## Task
Every line of the records below that holds the word "Avenida" should be copied out.

## Data excerpts

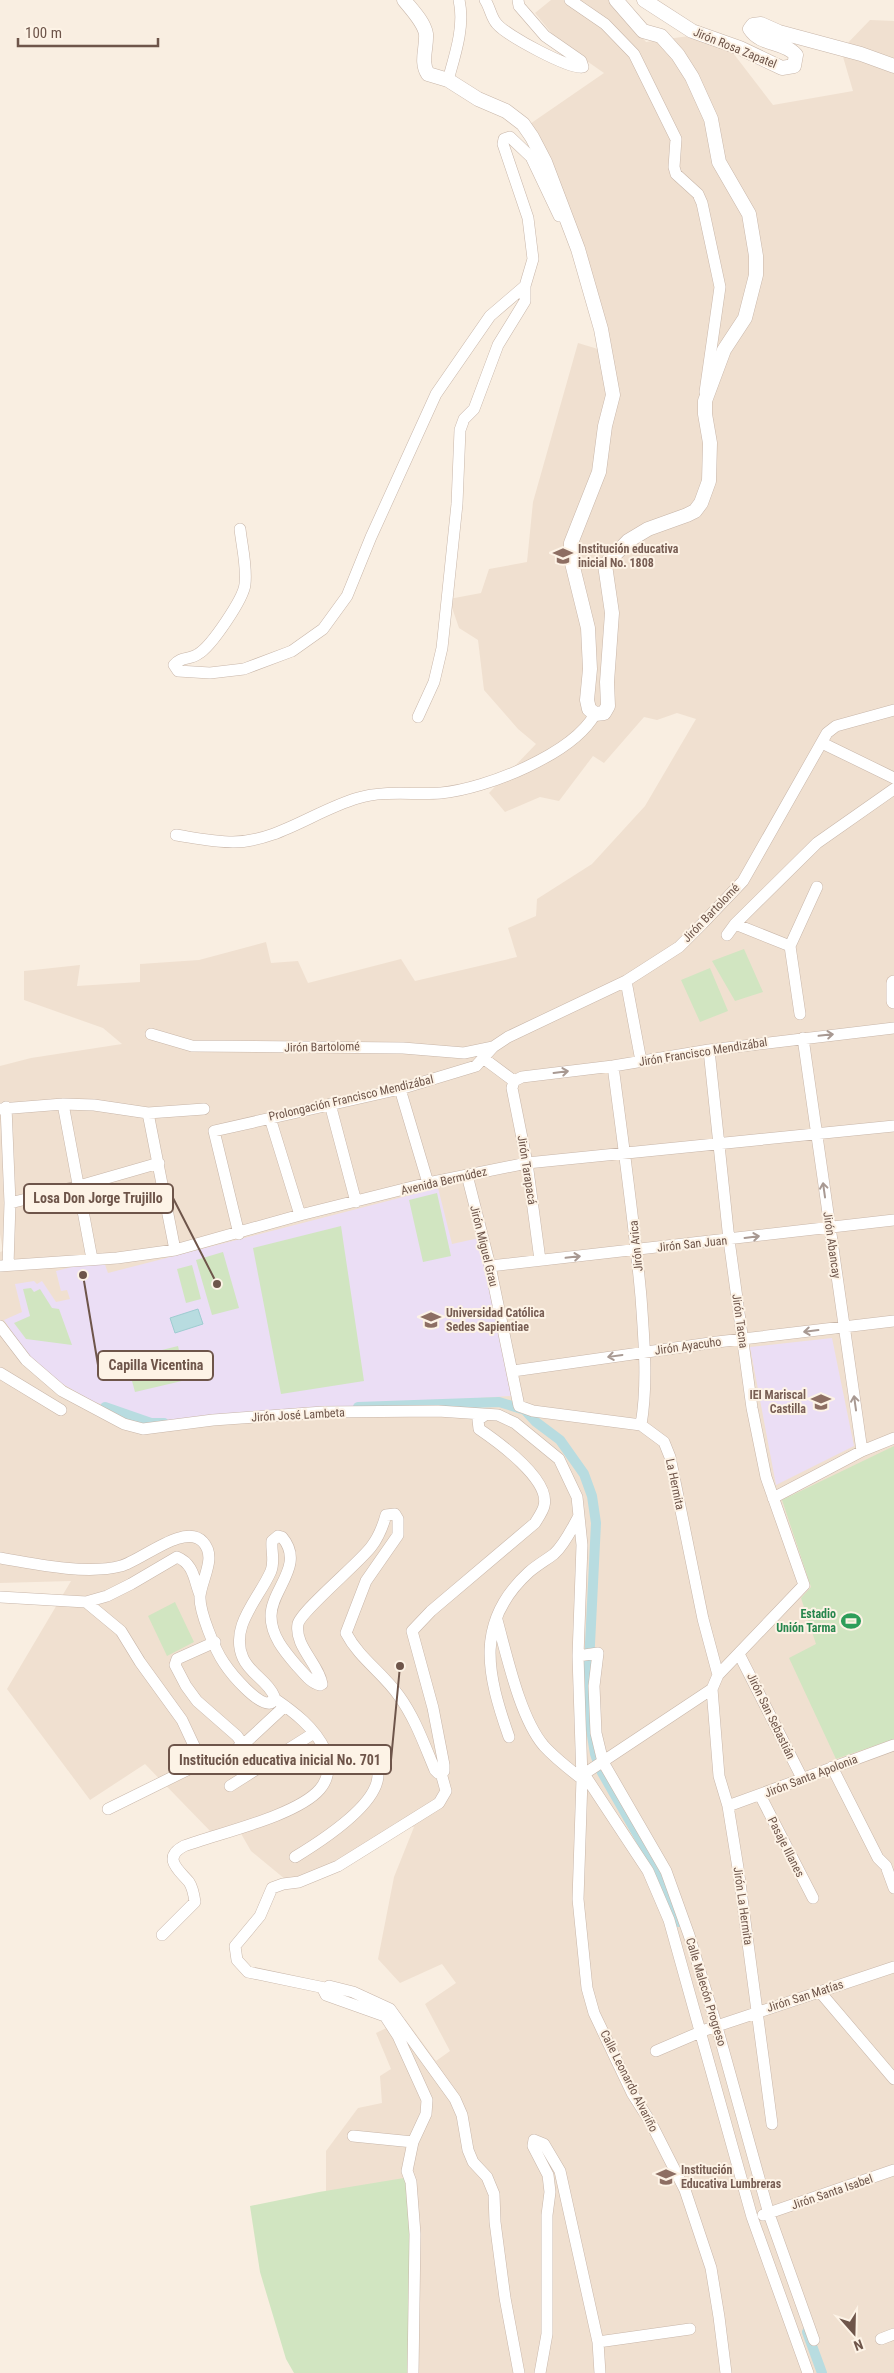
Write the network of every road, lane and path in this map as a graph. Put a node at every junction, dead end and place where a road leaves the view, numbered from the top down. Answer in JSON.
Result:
{"nodes":[{"id":1,"x":404,"y":0,"type":"edge"},
{"id":2,"x":459,"y":0,"type":"edge"},
{"id":3,"x":485,"y":0,"type":"edge"},
{"id":4,"x":518,"y":0,"type":"edge"},
{"id":5,"x":570,"y":0,"type":"edge"},
{"id":6,"x":616,"y":0,"type":"edge"},
{"id":7,"x":644,"y":0,"type":"edge"},
{"id":8,"x":894,"y":66,"type":"edge"},
{"id":9,"x":448,"y":80,"type":"junction"},
{"id":10,"x":566,"y":216,"type":"junction"},
{"id":11,"x":525,"y":286,"type":"junction"},
{"id":12,"x":705,"y":401,"type":"junction"},
{"id":13,"x":240,"y":530,"type":"dead end"},
{"id":14,"x":894,"y":710,"type":"edge"},
{"id":15,"x":595,"y":714,"type":"junction"},
{"id":16,"x":418,"y":718,"type":"dead end"},
{"id":17,"x":822,"y":743,"type":"junction"},
{"id":18,"x":894,"y":778,"type":"edge"},
{"id":19,"x":894,"y":789,"type":"edge"},
{"id":20,"x":176,"y":835,"type":"dead end"},
{"id":21,"x":816,"y":887,"type":"dead end"},
{"id":22,"x":735,"y":924,"type":"junction"},
{"id":23,"x":727,"y":935,"type":"dead end"},
{"id":24,"x":790,"y":946,"type":"junction"},
{"id":25,"x":626,"y":981,"type":"junction"},
{"id":26,"x":800,"y":1014,"type":"dead end"},
{"id":27,"x":894,"y":1028,"type":"edge"},
{"id":28,"x":151,"y":1034,"type":"dead end"},
{"id":29,"x":803,"y":1038,"type":"junction"},
{"id":30,"x":493,"y":1047,"type":"junction"},
{"id":31,"x":709,"y":1050,"type":"junction"},
{"id":32,"x":483,"y":1058,"type":"junction"},
{"id":33,"x":641,"y":1061,"type":"junction"},
{"id":34,"x":613,"y":1066,"type":"junction"},
{"id":35,"x":514,"y":1080,"type":"junction"},
{"id":36,"x":400,"y":1089,"type":"junction"},
{"id":37,"x":62,"y":1104,"type":"junction"},
{"id":38,"x":330,"y":1104,"type":"junction"},
{"id":39,"x":3,"y":1108,"type":"edge"},
{"id":40,"x":204,"y":1109,"type":"dead end"},
{"id":41,"x":148,"y":1113,"type":"junction"},
{"id":42,"x":270,"y":1118,"type":"junction"},
{"id":43,"x":894,"y":1126,"type":"edge"},
{"id":44,"x":816,"y":1132,"type":"junction"},
{"id":45,"x":718,"y":1144,"type":"junction"},
{"id":46,"x":625,"y":1153,"type":"junction"},
{"id":47,"x":159,"y":1163,"type":"junction"},
{"id":48,"x":527,"y":1163,"type":"junction"},
{"id":49,"x":467,"y":1175,"type":"junction"},
{"id":50,"x":428,"y":1184,"type":"junction"},
{"id":51,"x":80,"y":1186,"type":"junction"},
{"id":52,"x":356,"y":1202,"type":"junction"},
{"id":53,"x":10,"y":1203,"type":"junction"},
{"id":54,"x":300,"y":1215,"type":"junction"},
{"id":55,"x":894,"y":1220,"type":"edge"},
{"id":56,"x":829,"y":1227,"type":"junction"},
{"id":57,"x":239,"y":1234,"type":"junction"},
{"id":58,"x":729,"y":1240,"type":"junction"},
{"id":59,"x":174,"y":1250,"type":"junction"},
{"id":60,"x":637,"y":1250,"type":"junction"},
{"id":61,"x":92,"y":1259,"type":"junction"},
{"id":62,"x":540,"y":1260,"type":"junction"},
{"id":63,"x":4,"y":1266,"type":"edge"},
{"id":64,"x":490,"y":1266,"type":"junction"},
{"id":65,"x":894,"y":1321,"type":"edge"},
{"id":66,"x":0,"y":1326,"type":"edge"},
{"id":67,"x":844,"y":1327,"type":"junction"},
{"id":68,"x":742,"y":1339,"type":"junction"},
{"id":69,"x":645,"y":1352,"type":"junction"},
{"id":70,"x":513,"y":1371,"type":"junction"},
{"id":71,"x":0,"y":1373,"type":"edge"},
{"id":72,"x":519,"y":1406,"type":"joint"},
{"id":73,"x":60,"y":1410,"type":"dead end"},
{"id":74,"x":485,"y":1414,"type":"junction"},
{"id":75,"x":641,"y":1425,"type":"junction"},
{"id":76,"x":894,"y":1438,"type":"edge"},
{"id":77,"x":862,"y":1451,"type":"junction"},
{"id":78,"x":773,"y":1498,"type":"junction"},
{"id":79,"x":580,"y":1516,"type":"junction"},
{"id":80,"x":0,"y":1558,"type":"edge"},
{"id":81,"x":0,"y":1597,"type":"edge"},
{"id":82,"x":200,"y":1597,"type":"junction"},
{"id":83,"x":86,"y":1602,"type":"junction"},
{"id":84,"x":497,"y":1620,"type":"junction"},
{"id":85,"x":215,"y":1642,"type":"junction"},
{"id":86,"x":739,"y":1654,"type":"junction"},
{"id":87,"x":588,"y":1655,"type":"junction"},
{"id":88,"x":718,"y":1675,"type":"junction"},
{"id":89,"x":712,"y":1689,"type":"junction"},
{"id":90,"x":275,"y":1699,"type":"junction"},
{"id":91,"x":285,"y":1706,"type":"junction"},
{"id":92,"x":314,"y":1732,"type":"junction"},
{"id":93,"x":509,"y":1737,"type":"dead end"},
{"id":94,"x":244,"y":1744,"type":"junction"},
{"id":95,"x":894,"y":1745,"type":"edge"},
{"id":96,"x":212,"y":1764,"type":"dead end"},
{"id":97,"x":259,"y":1767,"type":"junction"},
{"id":98,"x":832,"y":1767,"type":"junction"},
{"id":99,"x":592,"y":1769,"type":"junction"},
{"id":100,"x":441,"y":1773,"type":"junction"},
{"id":101,"x":378,"y":1774,"type":"dead end"},
{"id":102,"x":802,"y":1778,"type":"junction"},
{"id":103,"x":230,"y":1786,"type":"dead end"},
{"id":104,"x":760,"y":1795,"type":"junction"},
{"id":105,"x":728,"y":1806,"type":"junction"},
{"id":106,"x":108,"y":1809,"type":"dead end"},
{"id":107,"x":294,"y":1858,"type":"dead end"},
{"id":108,"x":890,"y":1864,"type":"edge"},
{"id":109,"x":894,"y":1888,"type":"edge"},
{"id":110,"x":813,"y":1898,"type":"dead end"},
{"id":111,"x":162,"y":1936,"type":"dead end"},
{"id":112,"x":894,"y":1968,"type":"edge"},
{"id":113,"x":325,"y":1988,"type":"junction"},
{"id":114,"x":820,"y":1992,"type":"junction"},
{"id":115,"x":758,"y":2012,"type":"junction"},
{"id":116,"x":710,"y":2029,"type":"junction"},
{"id":117,"x":656,"y":2051,"type":"dead end"},
{"id":118,"x":894,"y":2079,"type":"edge"},
{"id":119,"x":772,"y":2124,"type":"dead end"},
{"id":120,"x":353,"y":2136,"type":"dead end"},
{"id":121,"x":414,"y":2142,"type":"junction"},
{"id":122,"x":894,"y":2170,"type":"edge"},
{"id":123,"x":768,"y":2214,"type":"junction"},
{"id":124,"x":753,"y":2217,"type":"junction"},
{"id":125,"x":690,"y":2329,"type":"dead end"},
{"id":126,"x":894,"y":2334,"type":"edge"},
{"id":127,"x":881,"y":2339,"type":"dead end"},
{"id":128,"x":814,"y":2340,"type":"dead end"},
{"id":129,"x":598,"y":2342,"type":"junction"},
{"id":130,"x":413,"y":2373,"type":"edge"},
{"id":131,"x":519,"y":2373,"type":"edge"},
{"id":132,"x":540,"y":2373,"type":"edge"},
{"id":133,"x":600,"y":2373,"type":"edge"},
{"id":134,"x":726,"y":2373,"type":"edge"},
{"id":135,"x":808,"y":2373,"type":"edge"}],
"edges":[{"from":1,"to":9,"type":"street"},
{"from":2,"to":9,"type":"street"},
{"from":3,"to":4,"type":"street"},
{"from":5,"to":12,"type":"street"},
{"from":6,"to":12,"type":"street"},
{"from":7,"to":8,"type":"street","name":"Jirón Rosa Zapatel"},
{"from":9,"to":10,"type":"street"},
{"from":10,"to":11,"type":"street"},
{"from":10,"to":15,"type":"street"},
{"from":11,"to":13,"type":"street"},
{"from":11,"to":16,"type":"street"},
{"from":12,"to":15,"type":"street"},
{"from":14,"to":17,"type":"street","name":"Jirón Bartolomé"},
{"from":15,"to":20,"type":"street"},
{"from":17,"to":18,"type":"street"},
{"from":17,"to":25,"type":"street","name":"Jirón Bartolomé"},
{"from":19,"to":22,"type":"street"},
{"from":21,"to":24,"type":"street"},
{"from":22,"to":23,"type":"street"},
{"from":22,"to":24,"type":"street"},
{"from":24,"to":26,"type":"street"},
{"from":25,"to":30,"type":"street","name":"Jirón Bartolomé"},
{"from":25,"to":33,"type":"street"},
{"from":29,"to":27,"type":"street","name":"Jirón Francisco Mendizábal","one_way":true},
{"from":28,"to":30,"type":"street","name":"Jirón Bartolomé"},
{"from":29,"to":31,"type":"street","name":"Jirón Francisco Mendizábal"},
{"from":29,"to":44,"type":"street","name":"Jirón Abancay"},
{"from":30,"to":32,"type":"street","name":"Jirón Bartolomé"},
{"from":31,"to":33,"type":"street","name":"Jirón Francisco Mendizábal"},
{"from":31,"to":45,"type":"street","name":"Jirón Tacna"},
{"from":32,"to":35,"type":"street"},
{"from":32,"to":36,"type":"street","name":"Prolongación Francisco Mendizábal"},
{"from":33,"to":34,"type":"street","name":"Jirón Francisco Mendizábal"},
{"from":35,"to":34,"type":"street","name":"Jirón Francisco Mendizábal","one_way":true},
{"from":34,"to":46,"type":"street","name":"Jirón Arica"},
{"from":35,"to":48,"type":"street","name":"Jirón Tarapacá"},
{"from":36,"to":38,"type":"street","name":"Prolongación Francisco Mendizábal"},
{"from":36,"to":50,"type":"street"},
{"from":37,"to":39,"type":"street"},
{"from":37,"to":41,"type":"street"},
{"from":37,"to":51,"type":"street"},
{"from":38,"to":42,"type":"street","name":"Prolongación Francisco Mendizábal"},
{"from":38,"to":52,"type":"street"},
{"from":39,"to":53,"type":"street"},
{"from":40,"to":41,"type":"street"},
{"from":41,"to":47,"type":"street"},
{"from":42,"to":54,"type":"street"},
{"from":42,"to":57,"type":"street","name":"Prolongación Francisco Mendizábal"},
{"from":43,"to":44,"type":"street","name":"Avenida Bermúdez"},
{"from":44,"to":45,"type":"street","name":"Avenida Bermúdez"},
{"from":56,"to":44,"type":"street","name":"Jirón Abancay","one_way":true},
{"from":45,"to":46,"type":"street","name":"Avenida Bermúdez"},
{"from":45,"to":58,"type":"street","name":"Jirón Tacna"},
{"from":46,"to":48,"type":"street","name":"Avenida Bermúdez"},
{"from":46,"to":60,"type":"street","name":"Jirón Arica"},
{"from":47,"to":51,"type":"street"},
{"from":47,"to":59,"type":"street"},
{"from":48,"to":49,"type":"street","name":"Avenida Bermúdez"},
{"from":48,"to":62,"type":"street","name":"Jirón Tarapacá"},
{"from":49,"to":50,"type":"street","name":"Avenida Bermúdez"},
{"from":49,"to":64,"type":"street","name":"Jirón Miguel Grau"},
{"from":50,"to":52,"type":"street","name":"Avenida Bermúdez"},
{"from":51,"to":53,"type":"street"},
{"from":51,"to":61,"type":"street"},
{"from":52,"to":54,"type":"street","name":"Avenida Bermúdez"},
{"from":53,"to":63,"type":"street"},
{"from":54,"to":57,"type":"street","name":"Avenida Bermúdez"},
{"from":55,"to":56,"type":"street","name":"Jirón San Juan"},
{"from":58,"to":56,"type":"street","name":"Jirón San Juan","one_way":true},
{"from":56,"to":67,"type":"street","name":"Jirón Abancay"},
{"from":57,"to":59,"type":"street","name":"Avenida Bermúdez"},
{"from":58,"to":60,"type":"street","name":"Jirón San Juan"},
{"from":58,"to":68,"type":"street","name":"Jirón Tacna"},
{"from":59,"to":61,"type":"street","name":"Avenida Bermúdez"},
{"from":62,"to":60,"type":"street","name":"Jirón San Juan","one_way":true},
{"from":60,"to":69,"type":"street","name":"Jirón Arica"},
{"from":61,"to":63,"type":"street","name":"Avenida Bermúdez"},
{"from":62,"to":64,"type":"street","name":"Jirón San Juan"},
{"from":64,"to":70,"type":"street","name":"Jirón Miguel Grau"},
{"from":65,"to":67,"type":"street","name":"Jirón Ayacuho"},
{"from":66,"to":74,"type":"street","name":"Jirón José Lambeta"},
{"from":67,"to":68,"type":"street","name":"Jirón Ayacuho","one_way":true},
{"from":77,"to":67,"type":"street","name":"Jirón Abancay","one_way":true},
{"from":68,"to":69,"type":"street","name":"Jirón Ayacuho"},
{"from":68,"to":78,"type":"street","name":"Jirón Tacna"},
{"from":69,"to":70,"type":"street","name":"Jirón Ayacuho","one_way":true},
{"from":69,"to":75,"type":"street","name":"Jirón Arica"},
{"from":70,"to":72,"type":"street","name":"Jirón Miguel Grau"},
{"from":71,"to":73,"type":"street"},
{"from":72,"to":75,"type":"street","name":"La Hermita"},
{"from":74,"to":79,"type":"street","name":"Jirón José Lambeta"},
{"from":74,"to":100,"type":"street"},
{"from":75,"to":88,"type":"street","name":"La Hermita"},
{"from":76,"to":77,"type":"street"},
{"from":77,"to":78,"type":"street"},
{"from":78,"to":86,"type":"street","name":"Jirón Tacna"},
{"from":79,"to":84,"type":"street"},
{"from":79,"to":87,"type":"street","name":"Jirón José Lambeta"},
{"from":80,"to":82,"type":"street"},
{"from":81,"to":83,"type":"street"},
{"from":82,"to":83,"type":"street"},
{"from":82,"to":85,"type":"street"},
{"from":83,"to":106,"type":"street"},
{"from":84,"to":93,"type":"street"},
{"from":84,"to":99,"type":"street"},
{"from":85,"to":90,"type":"street"},
{"from":85,"to":94,"type":"street"},
{"from":86,"to":88,"type":"street"},
{"from":86,"to":102,"type":"street","name":"Jirón San Sebastián"},
{"from":87,"to":99,"type":"street"},
{"from":87,"to":99,"type":"street","name":"Calle Malecón Progreso"},
{"from":88,"to":89,"type":"street"},
{"from":89,"to":99,"type":"street"},
{"from":89,"to":105,"type":"street","name":"Jirón La Hermita"},
{"from":90,"to":91,"type":"street"},
{"from":90,"to":100,"type":"street"},
{"from":91,"to":92,"type":"street"},
{"from":91,"to":94,"type":"street"},
{"from":92,"to":97,"type":"street"},
{"from":92,"to":111,"type":"street"},
{"from":94,"to":96,"type":"street"},
{"from":94,"to":97,"type":"street"},
{"from":95,"to":98,"type":"street","name":"Jirón Santa Apolonia"},
{"from":97,"to":103,"type":"street"},
{"from":98,"to":102,"type":"street","name":"Jirón Santa Apolonia"},
{"from":98,"to":108,"type":"street"},
{"from":99,"to":116,"type":"street","name":"Calle Malecón Progreso"},
{"from":99,"to":116,"type":"street","name":"Calle Malecón Progreso"},
{"from":99,"to":134,"type":"street","name":"Calle Leonardo Alvariño"},
{"from":100,"to":113,"type":"street"},
{"from":101,"to":107,"type":"street"},
{"from":102,"to":104,"type":"street","name":"Jirón Santa Apolonia"},
{"from":104,"to":105,"type":"street","name":"Jirón Santa Apolonia"},
{"from":104,"to":110,"type":"street","name":"Pasaje Illanes"},
{"from":105,"to":115,"type":"street","name":"Jirón La Hermita"},
{"from":108,"to":109,"type":"street"},
{"from":112,"to":114,"type":"street","name":"Jirón San Matías"},
{"from":113,"to":121,"type":"street"},
{"from":113,"to":131,"type":"street"},
{"from":114,"to":115,"type":"street","name":"Jirón San Matías"},
{"from":114,"to":118,"type":"street"},
{"from":115,"to":116,"type":"street","name":"Jirón San Matías"},
{"from":115,"to":119,"type":"street","name":"Jirón La Hermita"},
{"from":116,"to":117,"type":"street","name":"Jirón San Matías"},
{"from":116,"to":123,"type":"street","name":"Calle Malecón Progreso"},
{"from":116,"to":124,"type":"street","name":"Calle Malecón Progreso"},
{"from":120,"to":121,"type":"street"},
{"from":121,"to":130,"type":"street"},
{"from":122,"to":123,"type":"street","name":"Jirón Santa Isabel"},
{"from":123,"to":124,"type":"street","name":"Jirón Santa Isabel"},
{"from":123,"to":128,"type":"street","name":"Calle Malecón Progreso"},
{"from":124,"to":135,"type":"street","name":"Calle Malecón Progreso"},
{"from":125,"to":129,"type":"street"},
{"from":126,"to":127,"type":"street"},
{"from":129,"to":132,"type":"street"},
{"from":129,"to":133,"type":"street"}]}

## Solved exercise
{"from":43,"to":44,"type":"street","name":"Avenida Bermúdez"},
{"from":44,"to":45,"type":"street","name":"Avenida Bermúdez"},
{"from":45,"to":46,"type":"street","name":"Avenida Bermúdez"},
{"from":46,"to":48,"type":"street","name":"Avenida Bermúdez"},
{"from":48,"to":49,"type":"street","name":"Avenida Bermúdez"},
{"from":49,"to":50,"type":"street","name":"Avenida Bermúdez"},
{"from":50,"to":52,"type":"street","name":"Avenida Bermúdez"},
{"from":52,"to":54,"type":"street","name":"Avenida Bermúdez"},
{"from":54,"to":57,"type":"street","name":"Avenida Bermúdez"},
{"from":57,"to":59,"type":"street","name":"Avenida Bermúdez"},
{"from":59,"to":61,"type":"street","name":"Avenida Bermúdez"},
{"from":61,"to":63,"type":"street","name":"Avenida Bermúdez"},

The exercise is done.